Stored data:
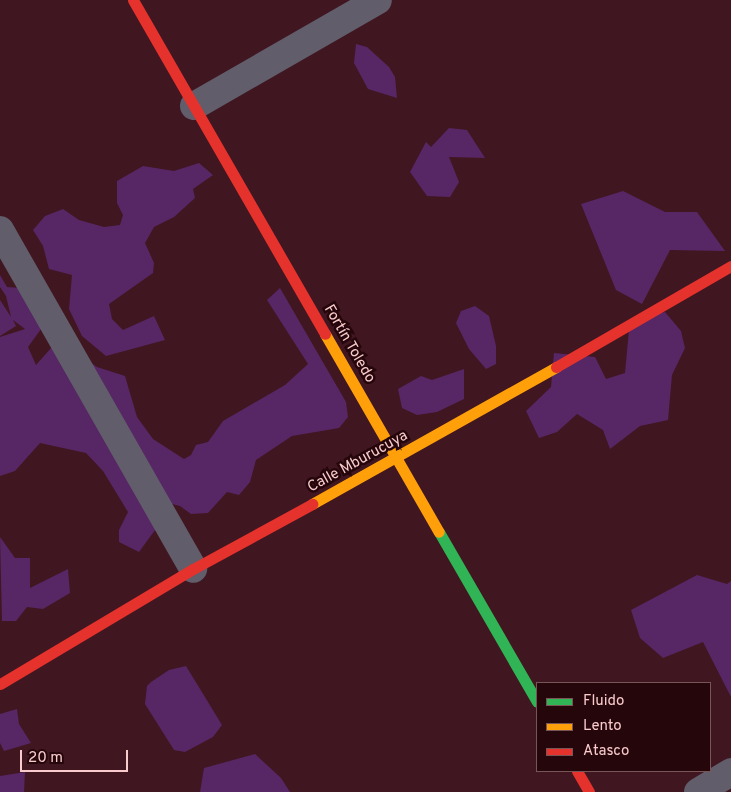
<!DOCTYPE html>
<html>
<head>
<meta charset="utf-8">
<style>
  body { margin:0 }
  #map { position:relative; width:731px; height:792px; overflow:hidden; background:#401620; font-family:Overpass,sans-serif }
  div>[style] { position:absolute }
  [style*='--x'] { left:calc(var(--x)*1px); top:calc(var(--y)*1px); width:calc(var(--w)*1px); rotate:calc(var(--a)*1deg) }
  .green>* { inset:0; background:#572665 }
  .street>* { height:28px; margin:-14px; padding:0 14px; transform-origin:14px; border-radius:14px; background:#615d6b }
  .fast>* { height:11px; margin:-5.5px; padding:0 5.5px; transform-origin:5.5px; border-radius:5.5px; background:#30b455 }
  .slow>* { height:11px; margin:-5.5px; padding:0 5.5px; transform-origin:5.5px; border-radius:5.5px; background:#ff9f0a }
  .jam>* { height:11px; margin:-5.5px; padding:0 5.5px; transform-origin:5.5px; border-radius:5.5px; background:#e5322d }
  span { translate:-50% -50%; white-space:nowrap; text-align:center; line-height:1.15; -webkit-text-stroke:5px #25060a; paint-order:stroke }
  .street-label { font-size:15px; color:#facbcd }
  .legend { position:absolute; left:536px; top:682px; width:175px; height:90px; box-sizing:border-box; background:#25060a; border:1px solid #7a5558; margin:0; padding:6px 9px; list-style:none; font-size:15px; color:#facbcd }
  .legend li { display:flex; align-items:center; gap:10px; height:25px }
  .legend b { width:25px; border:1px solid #7a5558 }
  .scale { position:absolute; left:20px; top:750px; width:108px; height:22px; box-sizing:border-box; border:2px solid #facbcd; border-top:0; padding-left:6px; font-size:15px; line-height:18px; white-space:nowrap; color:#facbcd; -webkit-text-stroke:4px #25060a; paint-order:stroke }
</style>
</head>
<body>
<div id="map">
  <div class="green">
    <div style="clip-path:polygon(356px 44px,367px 47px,389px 67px,395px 77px,397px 98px,368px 89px,354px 63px)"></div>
    <div style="clip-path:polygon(449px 128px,467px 130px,485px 158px,449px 157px,459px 182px,450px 197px,427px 196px,410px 172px,426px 142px,431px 147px)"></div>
    <div style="clip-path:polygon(199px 163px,213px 175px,193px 189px,195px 198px,174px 217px,154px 227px,145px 243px,154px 263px,153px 273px,109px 304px,112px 319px,123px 330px,154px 316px,165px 340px,106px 356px,82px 336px,69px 309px,72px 275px,49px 269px,43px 246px,33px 230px,45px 216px,63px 209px,79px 220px,104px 227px,120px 225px,123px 215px,117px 203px,117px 181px,143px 166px,174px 171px)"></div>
    <div style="clip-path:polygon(623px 191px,665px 212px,697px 212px,725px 251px,670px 250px,642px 304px,616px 290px,581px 204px)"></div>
    <div style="clip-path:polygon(0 275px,7px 287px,21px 288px,44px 325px,28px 347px,36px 365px,52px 347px,158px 526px,139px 552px,119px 542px,119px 530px,128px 512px,103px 471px,86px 453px,40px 443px,15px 471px,0 476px,0 337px,25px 329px,13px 320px,16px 326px,0 336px,0 300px,11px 317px,6px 296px,0 287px)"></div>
    <div style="clip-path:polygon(280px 288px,346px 402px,348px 417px,339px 428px,292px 436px,256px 460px,250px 482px,239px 495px,227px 492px,208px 513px,191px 514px,180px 506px,168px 503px,82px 356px,97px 367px,125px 376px,137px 417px,153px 439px,184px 459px,191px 455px,196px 445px,208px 442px,223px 421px,285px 385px,308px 364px,267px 300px)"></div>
    <div style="clip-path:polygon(475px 306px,489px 316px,496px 346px,496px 364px,486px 369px,469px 349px,456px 323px,461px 311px)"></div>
    <div style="clip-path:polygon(665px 312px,681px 331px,685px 348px,672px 375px,668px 420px,640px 426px,610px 449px,603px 430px,577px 414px,557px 432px,539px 438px,526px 411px,551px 387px,554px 353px,595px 357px,606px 379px,625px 373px,630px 319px)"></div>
    <div style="clip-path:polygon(464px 369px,464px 399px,437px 412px,417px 415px,402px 408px,398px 389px,421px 376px,432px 380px)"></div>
    <div style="clip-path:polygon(0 537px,15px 558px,30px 558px,30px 588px,68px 569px,70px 593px,43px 609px,27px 607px,16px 621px,2px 621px)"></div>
    <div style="clip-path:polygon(697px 575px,727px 584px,731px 581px,731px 697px,703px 642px,663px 658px,640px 638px,631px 610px)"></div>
    <div style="clip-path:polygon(186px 666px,222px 725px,213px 737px,185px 752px,174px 750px,145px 704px,147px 686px,151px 682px,169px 670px)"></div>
    <div style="clip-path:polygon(17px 709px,19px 724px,31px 743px,4px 751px,0 743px,0 714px)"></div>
    <div style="clip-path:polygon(255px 754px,281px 778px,290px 792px,200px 792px,204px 768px)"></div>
    <div style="clip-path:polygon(25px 772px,24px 792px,0 792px,0 776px)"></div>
  </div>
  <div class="street">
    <div style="--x:194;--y:106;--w:212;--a:-29.9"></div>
    <div style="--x:0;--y:230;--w:390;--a:60.3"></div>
    <div style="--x:698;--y:792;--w:39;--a:-31"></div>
  </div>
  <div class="fast">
    <div style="--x:439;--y:532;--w:196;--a:60"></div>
  </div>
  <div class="slow">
    <div style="--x:325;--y:334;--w:228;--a:60.1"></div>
    <div style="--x:312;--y:504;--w:280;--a:-29.3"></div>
  </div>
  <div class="jam">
    <div style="--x:133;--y:0;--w:385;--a:60.1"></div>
    <div style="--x:556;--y:367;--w:202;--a:-30"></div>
    <div style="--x:0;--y:684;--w:225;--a:-30.8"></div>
    <div style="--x:193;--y:569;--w:136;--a:-28.6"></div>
    <div style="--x:577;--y:771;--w:24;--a:60"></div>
  </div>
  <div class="street-label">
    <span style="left:349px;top:344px;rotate:60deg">Fortín Toledo</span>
    <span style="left:358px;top:462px;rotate:-29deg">Calle Mburucuya</span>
  </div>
  <ul class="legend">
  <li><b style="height:6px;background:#30b455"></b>Fluido</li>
  <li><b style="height:6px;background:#ff9f0a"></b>Lento</li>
  <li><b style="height:6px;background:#e5322d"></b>Atasco</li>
  </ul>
  <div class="scale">20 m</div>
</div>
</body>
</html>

**Problem to solve:** Say again, exactly, only those lines of the records that run from the start through the line with "display:flex; align-items:center; gap:10px;". Pictures are to be skipped.

**Answer to this task:**
<!DOCTYPE html>
<html>
<head>
<meta charset="utf-8">
<style>
  body { margin:0 }
  #map { position:relative; width:731px; height:792px; overflow:hidden; background:#401620; font-family:Overpass,sans-serif }
  div>[style] { position:absolute }
  [style*='--x'] { left:calc(var(--x)*1px); top:calc(var(--y)*1px); width:calc(var(--w)*1px); rotate:calc(var(--a)*1deg) }
  .green>* { inset:0; background:#572665 }
  .street>* { height:28px; margin:-14px; padding:0 14px; transform-origin:14px; border-radius:14px; background:#615d6b }
  .fast>* { height:11px; margin:-5.5px; padding:0 5.5px; transform-origin:5.5px; border-radius:5.5px; background:#30b455 }
  .slow>* { height:11px; margin:-5.5px; padding:0 5.5px; transform-origin:5.5px; border-radius:5.5px; background:#ff9f0a }
  .jam>* { height:11px; margin:-5.5px; padding:0 5.5px; transform-origin:5.5px; border-radius:5.5px; background:#e5322d }
  span { translate:-50% -50%; white-space:nowrap; text-align:center; line-height:1.15; -webkit-text-stroke:5px #25060a; paint-order:stroke }
  .street-label { font-size:15px; color:#facbcd }
  .legend { position:absolute; left:536px; top:682px; width:175px; height:90px; box-sizing:border-box; background:#25060a; border:1px solid #7a5558; margin:0; padding:6px 9px; list-style:none; font-size:15px; color:#facbcd }
  .legend li { display:flex; align-items:center; gap:10px; height:25px }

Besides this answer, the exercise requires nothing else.